Using agent-based computational modeling to stimulate the mechanic stress responses of specific communities

Session Number

Project ID: CMPS 12

Advisor(s)

Dr. Kiarri Kershaw; Northwestern University, Feinberg School of Medicine

Dr. Katharine Harrington; Northwestern University, Feinberg School of Medicine

Discipline

Computer Science

Start Date

20-4-2022 8:50 AM

End Date

20-4-2022 9:05 AM

Abstract

Research shows that people with low incomes and racial/ethnic minority populations experience greater levels of stress than their more affluent, white counterparts. This can lead to significant disparities in both mental and physical health that ultimately affect life expectancy and shows correlation with a reduction in household SES as paired with mental and physical health barriers. To learn more about stress responses and their direct implications in diverse communities, a microscale model was built to stimulate the simultaneous operations and interactions of multiple agents to re-create the predict the appearance of this complex phenomena. This model analyzed and visualized the complex dynamic systems of stress to understand how individual environment interactions influence decisions with the mesa documentation in python.
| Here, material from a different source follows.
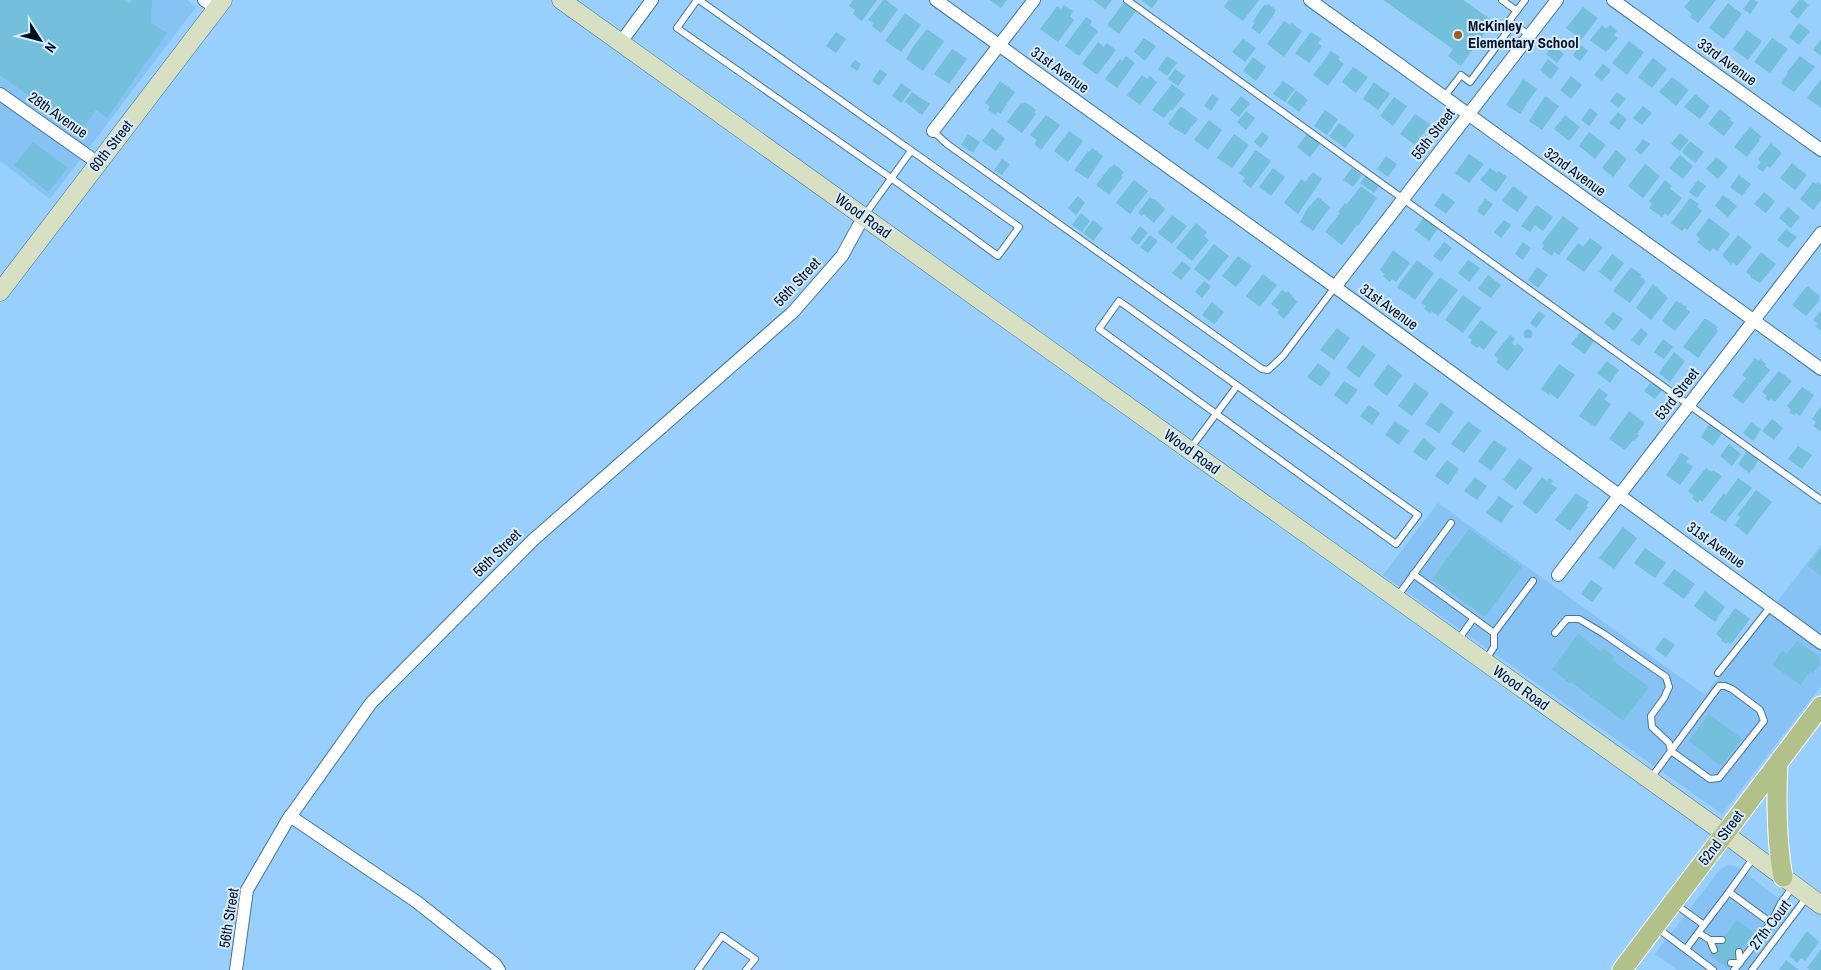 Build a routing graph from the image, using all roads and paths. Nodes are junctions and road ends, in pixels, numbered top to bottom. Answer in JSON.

The adaptive behavior of the model and its complex systems allows for non-linear causality: an environmental variation prompts the agents’ behavioral responses, which then feed back into additional environmental variations, and so on.

This project anticipated to be part of a step in a larger research agenda enabling local Chicago families to make healthier decisions, and enforcing public health departments across the country to give communities the resources to make positive changes.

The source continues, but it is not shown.